I've been spending a bit of time trying to answer the question "what heresy does this phrase guard against?".

Historical background at creeds.net isn't very extensive or useful on this point
quote:
In Gaul, in the fifth century, the phrase "he descended into hell" came into the creed.
I found a quote attributed to Dr. Douglas Mar on a couple of sites (without full citation)
quote:
Without older versions to trace the historical development of the Creed, to determine whether there was an error of transmission or translation, the addition of this phrase to the Creed will continue to be a mystery
That seems to be a fair summary of my internet research!

I've just had a very brief skim through the relevant chapter in William Barclay's The Plain Man Looks at the Apostles' Creed' and I have 30 seconds in which to say that he feels that t simply means 'dead and buried' - a flowery way of saying that he was truly dead! It was a way of confirming and reiterating the phrase 'was crucified, dead and buried'.

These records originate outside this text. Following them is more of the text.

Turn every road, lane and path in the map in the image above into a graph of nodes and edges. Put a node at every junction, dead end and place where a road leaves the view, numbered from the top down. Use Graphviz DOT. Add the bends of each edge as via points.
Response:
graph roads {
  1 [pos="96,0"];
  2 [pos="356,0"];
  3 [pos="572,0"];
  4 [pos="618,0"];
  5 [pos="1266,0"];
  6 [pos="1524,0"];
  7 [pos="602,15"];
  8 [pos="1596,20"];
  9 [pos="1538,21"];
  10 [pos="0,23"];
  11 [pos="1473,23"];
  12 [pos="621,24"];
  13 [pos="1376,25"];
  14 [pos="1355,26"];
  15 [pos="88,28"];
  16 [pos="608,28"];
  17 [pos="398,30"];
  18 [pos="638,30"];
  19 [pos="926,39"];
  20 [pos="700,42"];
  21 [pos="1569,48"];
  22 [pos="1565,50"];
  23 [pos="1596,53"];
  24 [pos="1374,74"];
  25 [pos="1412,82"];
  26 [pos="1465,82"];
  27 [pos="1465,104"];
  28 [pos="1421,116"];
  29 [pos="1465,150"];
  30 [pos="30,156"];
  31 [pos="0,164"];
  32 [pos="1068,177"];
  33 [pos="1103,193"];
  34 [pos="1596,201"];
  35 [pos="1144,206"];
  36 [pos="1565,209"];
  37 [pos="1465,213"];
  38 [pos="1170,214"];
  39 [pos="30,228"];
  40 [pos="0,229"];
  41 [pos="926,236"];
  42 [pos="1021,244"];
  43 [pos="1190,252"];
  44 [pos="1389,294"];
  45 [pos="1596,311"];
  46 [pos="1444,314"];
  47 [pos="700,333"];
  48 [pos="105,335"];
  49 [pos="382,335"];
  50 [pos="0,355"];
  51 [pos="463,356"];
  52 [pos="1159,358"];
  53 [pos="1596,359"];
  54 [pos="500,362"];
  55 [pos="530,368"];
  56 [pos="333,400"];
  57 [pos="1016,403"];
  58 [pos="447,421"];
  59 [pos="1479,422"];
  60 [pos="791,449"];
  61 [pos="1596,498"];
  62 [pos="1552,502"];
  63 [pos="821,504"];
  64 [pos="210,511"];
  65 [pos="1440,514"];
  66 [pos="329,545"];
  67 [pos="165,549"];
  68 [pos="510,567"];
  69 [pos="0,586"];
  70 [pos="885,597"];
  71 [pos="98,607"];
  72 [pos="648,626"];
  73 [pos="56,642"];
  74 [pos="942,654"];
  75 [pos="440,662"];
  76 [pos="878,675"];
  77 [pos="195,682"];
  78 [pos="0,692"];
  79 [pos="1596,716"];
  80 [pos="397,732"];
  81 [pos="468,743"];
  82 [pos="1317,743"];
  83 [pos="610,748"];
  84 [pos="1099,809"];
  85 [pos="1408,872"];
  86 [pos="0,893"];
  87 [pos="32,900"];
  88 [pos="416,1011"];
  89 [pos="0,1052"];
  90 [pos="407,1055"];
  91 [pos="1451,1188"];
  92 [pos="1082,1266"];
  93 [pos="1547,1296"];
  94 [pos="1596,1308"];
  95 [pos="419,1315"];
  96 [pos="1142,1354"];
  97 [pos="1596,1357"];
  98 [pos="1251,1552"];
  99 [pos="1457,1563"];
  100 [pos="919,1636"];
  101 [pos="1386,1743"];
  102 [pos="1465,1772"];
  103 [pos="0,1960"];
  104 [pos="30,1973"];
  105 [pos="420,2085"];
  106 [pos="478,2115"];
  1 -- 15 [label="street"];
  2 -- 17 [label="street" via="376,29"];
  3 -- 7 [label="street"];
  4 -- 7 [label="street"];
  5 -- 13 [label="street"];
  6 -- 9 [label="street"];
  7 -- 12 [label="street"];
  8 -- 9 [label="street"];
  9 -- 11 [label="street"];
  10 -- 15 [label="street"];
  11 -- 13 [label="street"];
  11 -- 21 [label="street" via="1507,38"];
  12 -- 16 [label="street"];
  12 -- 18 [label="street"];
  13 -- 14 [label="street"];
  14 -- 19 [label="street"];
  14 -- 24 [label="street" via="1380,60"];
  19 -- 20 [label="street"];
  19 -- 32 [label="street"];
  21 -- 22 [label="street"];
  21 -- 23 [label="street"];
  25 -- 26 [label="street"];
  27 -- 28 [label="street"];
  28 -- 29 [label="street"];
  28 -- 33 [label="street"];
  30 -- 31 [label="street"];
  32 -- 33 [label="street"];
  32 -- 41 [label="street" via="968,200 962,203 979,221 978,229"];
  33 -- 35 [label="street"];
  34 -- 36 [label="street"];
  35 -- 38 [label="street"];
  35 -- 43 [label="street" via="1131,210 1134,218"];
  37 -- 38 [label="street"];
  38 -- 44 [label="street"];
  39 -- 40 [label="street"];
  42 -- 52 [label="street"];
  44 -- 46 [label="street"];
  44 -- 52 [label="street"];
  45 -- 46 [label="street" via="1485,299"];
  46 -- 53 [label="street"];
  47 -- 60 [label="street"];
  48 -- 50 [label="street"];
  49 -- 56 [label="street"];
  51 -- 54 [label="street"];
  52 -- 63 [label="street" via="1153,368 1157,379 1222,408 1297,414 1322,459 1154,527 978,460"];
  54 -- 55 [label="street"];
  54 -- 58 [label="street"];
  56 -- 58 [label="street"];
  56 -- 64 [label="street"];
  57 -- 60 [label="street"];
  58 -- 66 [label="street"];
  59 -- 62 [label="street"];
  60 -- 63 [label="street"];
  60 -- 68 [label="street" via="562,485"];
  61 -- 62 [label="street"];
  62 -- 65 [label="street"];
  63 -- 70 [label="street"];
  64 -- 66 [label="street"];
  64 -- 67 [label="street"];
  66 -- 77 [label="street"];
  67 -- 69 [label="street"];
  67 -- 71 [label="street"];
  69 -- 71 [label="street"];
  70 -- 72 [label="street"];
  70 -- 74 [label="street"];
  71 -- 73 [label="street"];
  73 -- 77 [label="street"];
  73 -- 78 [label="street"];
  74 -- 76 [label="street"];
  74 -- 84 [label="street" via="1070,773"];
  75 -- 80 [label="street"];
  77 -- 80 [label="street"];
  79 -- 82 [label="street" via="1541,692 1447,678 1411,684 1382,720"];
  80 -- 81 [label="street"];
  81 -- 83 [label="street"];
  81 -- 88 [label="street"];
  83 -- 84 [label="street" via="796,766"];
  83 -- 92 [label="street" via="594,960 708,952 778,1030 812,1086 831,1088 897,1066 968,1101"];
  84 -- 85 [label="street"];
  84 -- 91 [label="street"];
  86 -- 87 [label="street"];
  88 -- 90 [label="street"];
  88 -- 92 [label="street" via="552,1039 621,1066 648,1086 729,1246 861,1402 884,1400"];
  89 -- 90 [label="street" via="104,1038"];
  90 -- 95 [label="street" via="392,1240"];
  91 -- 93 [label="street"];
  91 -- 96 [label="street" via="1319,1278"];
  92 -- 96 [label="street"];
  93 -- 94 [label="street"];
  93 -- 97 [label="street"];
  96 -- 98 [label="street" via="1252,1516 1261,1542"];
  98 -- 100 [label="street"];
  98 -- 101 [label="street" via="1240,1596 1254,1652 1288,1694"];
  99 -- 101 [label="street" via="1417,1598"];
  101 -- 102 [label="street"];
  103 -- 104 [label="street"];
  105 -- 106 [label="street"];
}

I wonder therefore, because it is a later addition into the creeds that it was a phrase, echoing the Scripture, that in the face of some new teaching was simply placed there to show that Jesus died a fully human death and experienced what we all experience - we go to the place of the dead; that Jesus though the Son of God, was not exempt from the 'final' destiny of all human beings, that he too descended into the place of the dead like us.

Maybe there were those who said that he rather slept for the three days before his resurrection and didn't actually experience the realm of the dead like us 'mere mortals'.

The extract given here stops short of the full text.